WHAT YOU HAVE TO DO> Within the listing below, the lines to output run from the one containing "middle mcp: (217, 204)" through the one containing "index tip: (807, 994)"; copy them exactly and nothing else.

THE RECORDS>

────

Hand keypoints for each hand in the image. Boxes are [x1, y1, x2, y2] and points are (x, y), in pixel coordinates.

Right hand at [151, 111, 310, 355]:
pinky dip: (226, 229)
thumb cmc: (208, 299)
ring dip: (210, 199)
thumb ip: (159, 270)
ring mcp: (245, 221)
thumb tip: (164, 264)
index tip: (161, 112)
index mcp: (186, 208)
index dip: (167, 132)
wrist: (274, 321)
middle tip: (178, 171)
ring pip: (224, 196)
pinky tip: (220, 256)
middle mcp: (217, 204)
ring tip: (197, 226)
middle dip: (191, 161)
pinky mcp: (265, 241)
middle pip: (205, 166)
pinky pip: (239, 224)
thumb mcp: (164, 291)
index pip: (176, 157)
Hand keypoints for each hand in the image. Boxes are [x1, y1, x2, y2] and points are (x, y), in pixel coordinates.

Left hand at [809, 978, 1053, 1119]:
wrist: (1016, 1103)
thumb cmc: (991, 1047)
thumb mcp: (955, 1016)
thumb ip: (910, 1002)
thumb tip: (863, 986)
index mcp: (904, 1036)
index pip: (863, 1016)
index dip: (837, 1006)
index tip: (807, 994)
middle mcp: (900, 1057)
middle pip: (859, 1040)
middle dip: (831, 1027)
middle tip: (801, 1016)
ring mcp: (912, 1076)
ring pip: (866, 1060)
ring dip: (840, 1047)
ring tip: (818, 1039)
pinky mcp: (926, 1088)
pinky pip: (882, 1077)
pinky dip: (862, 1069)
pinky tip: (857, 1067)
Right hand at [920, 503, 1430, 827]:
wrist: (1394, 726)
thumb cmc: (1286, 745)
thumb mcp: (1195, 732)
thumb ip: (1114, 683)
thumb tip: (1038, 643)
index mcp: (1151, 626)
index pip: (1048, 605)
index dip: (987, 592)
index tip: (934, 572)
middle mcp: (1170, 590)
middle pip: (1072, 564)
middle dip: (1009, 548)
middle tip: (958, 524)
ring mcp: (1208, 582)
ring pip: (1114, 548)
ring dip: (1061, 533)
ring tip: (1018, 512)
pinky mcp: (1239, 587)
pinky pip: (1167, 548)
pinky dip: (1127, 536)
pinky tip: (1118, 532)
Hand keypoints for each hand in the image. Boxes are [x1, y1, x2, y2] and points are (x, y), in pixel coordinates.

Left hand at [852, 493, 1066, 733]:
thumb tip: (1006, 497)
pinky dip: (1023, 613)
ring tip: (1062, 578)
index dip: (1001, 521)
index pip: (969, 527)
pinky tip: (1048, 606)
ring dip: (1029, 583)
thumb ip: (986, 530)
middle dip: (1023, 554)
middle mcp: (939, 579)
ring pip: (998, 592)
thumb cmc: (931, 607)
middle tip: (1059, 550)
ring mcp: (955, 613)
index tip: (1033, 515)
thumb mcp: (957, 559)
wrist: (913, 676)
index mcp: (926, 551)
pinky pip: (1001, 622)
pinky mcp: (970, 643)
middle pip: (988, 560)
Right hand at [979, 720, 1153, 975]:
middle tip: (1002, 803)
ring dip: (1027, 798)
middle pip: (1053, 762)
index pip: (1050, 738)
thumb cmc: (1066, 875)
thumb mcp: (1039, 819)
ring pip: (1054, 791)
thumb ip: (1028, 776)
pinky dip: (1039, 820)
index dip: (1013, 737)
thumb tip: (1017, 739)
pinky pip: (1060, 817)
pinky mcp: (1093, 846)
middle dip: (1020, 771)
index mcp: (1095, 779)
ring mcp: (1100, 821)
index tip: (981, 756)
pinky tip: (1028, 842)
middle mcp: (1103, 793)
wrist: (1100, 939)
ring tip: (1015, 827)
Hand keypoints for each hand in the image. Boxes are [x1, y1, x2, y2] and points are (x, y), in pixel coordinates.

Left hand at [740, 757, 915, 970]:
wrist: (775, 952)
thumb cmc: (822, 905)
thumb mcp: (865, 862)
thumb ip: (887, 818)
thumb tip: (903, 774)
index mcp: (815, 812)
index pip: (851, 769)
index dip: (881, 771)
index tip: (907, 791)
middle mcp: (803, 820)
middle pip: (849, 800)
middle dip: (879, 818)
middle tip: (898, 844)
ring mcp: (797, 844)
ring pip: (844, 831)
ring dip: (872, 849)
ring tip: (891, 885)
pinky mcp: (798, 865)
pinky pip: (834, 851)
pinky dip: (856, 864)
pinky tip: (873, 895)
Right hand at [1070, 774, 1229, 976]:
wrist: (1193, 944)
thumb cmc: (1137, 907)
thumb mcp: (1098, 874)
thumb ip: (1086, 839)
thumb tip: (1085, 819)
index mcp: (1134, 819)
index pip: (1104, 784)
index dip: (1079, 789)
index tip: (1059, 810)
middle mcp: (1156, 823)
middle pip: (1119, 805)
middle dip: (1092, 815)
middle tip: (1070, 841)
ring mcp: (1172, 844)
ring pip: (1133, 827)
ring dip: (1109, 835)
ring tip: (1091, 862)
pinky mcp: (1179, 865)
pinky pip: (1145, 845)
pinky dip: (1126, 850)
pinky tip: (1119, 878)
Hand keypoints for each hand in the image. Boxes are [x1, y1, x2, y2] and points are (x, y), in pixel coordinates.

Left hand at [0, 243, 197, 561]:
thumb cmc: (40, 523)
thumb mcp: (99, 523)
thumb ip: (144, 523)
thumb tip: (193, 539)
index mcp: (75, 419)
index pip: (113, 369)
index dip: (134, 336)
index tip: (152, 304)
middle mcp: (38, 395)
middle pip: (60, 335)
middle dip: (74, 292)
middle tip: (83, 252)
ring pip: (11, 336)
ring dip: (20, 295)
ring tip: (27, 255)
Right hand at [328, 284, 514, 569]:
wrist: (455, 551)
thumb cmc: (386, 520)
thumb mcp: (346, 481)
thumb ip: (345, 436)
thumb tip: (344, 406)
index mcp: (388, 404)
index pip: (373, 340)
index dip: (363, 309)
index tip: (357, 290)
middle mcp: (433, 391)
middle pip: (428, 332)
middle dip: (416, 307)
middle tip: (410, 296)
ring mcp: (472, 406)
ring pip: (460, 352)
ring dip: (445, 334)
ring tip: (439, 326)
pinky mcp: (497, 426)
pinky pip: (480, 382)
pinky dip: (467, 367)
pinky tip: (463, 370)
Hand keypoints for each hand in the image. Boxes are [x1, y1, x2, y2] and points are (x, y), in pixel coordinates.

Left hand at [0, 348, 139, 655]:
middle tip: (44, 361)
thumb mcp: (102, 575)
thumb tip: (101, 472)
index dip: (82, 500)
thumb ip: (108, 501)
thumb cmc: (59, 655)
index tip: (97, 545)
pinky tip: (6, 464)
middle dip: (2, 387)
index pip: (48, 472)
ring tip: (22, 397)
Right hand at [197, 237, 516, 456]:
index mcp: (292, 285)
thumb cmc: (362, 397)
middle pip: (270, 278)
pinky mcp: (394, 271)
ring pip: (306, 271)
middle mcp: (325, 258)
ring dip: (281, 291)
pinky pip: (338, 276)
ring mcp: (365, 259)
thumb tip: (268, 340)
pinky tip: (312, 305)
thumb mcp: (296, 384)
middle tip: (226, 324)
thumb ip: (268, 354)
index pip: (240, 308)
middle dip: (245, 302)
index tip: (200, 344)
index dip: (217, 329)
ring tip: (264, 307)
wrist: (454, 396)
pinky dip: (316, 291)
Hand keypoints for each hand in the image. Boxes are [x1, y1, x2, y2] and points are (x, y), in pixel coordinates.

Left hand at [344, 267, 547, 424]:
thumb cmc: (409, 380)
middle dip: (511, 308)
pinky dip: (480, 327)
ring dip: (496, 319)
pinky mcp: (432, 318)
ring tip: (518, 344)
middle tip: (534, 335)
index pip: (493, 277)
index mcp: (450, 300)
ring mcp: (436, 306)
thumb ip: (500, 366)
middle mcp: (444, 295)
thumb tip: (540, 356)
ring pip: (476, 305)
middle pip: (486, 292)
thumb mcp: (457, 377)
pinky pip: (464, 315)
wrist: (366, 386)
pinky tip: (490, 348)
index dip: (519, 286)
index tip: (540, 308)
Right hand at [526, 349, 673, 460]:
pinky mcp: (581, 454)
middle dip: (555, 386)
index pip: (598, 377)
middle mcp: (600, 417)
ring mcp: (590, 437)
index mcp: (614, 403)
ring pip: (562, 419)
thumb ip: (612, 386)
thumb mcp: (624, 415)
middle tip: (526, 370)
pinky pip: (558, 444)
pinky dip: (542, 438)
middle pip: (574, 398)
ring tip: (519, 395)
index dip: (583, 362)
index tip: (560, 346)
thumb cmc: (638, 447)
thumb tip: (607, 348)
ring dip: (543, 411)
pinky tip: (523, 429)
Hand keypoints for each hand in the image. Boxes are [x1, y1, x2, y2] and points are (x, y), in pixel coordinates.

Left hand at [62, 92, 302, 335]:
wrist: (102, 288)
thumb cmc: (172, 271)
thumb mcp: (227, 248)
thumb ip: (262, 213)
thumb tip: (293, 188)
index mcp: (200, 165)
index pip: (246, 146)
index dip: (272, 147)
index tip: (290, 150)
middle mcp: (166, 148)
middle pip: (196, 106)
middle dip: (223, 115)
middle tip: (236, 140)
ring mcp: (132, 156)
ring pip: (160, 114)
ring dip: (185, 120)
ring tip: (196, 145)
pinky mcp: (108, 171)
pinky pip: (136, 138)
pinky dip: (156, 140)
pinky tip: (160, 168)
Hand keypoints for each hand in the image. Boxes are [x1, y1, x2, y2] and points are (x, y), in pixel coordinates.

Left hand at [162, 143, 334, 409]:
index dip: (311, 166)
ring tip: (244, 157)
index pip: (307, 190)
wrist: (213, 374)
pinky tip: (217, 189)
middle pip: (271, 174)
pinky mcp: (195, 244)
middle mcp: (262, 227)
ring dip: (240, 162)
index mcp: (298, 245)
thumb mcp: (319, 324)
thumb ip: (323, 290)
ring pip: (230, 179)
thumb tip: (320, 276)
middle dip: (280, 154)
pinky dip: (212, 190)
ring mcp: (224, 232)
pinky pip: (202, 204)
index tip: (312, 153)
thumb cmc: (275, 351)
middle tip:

────

RESPONSE BELOW>
middle mcp: (217, 204)
ring tip: (197, 226)
middle dip: (191, 161)
pinky mcp: (265, 241)
middle pip: (205, 166)
pinky pip: (239, 224)
thumb mcp: (164, 291)
index pip: (176, 157)
Hand keypoints for each hand in the image. Boxes are [x1, y1, x2, y2] and points are (x, y), in pixel coordinates.

Left hand at [809, 978, 1053, 1119]:
wrist: (1016, 1103)
thumb cmc: (991, 1047)
thumb mcp: (955, 1016)
thumb ip: (910, 1002)
thumb tip: (863, 986)
index mcp: (904, 1036)
index pip: (863, 1016)
index dip: (837, 1006)
index tip: (807, 994)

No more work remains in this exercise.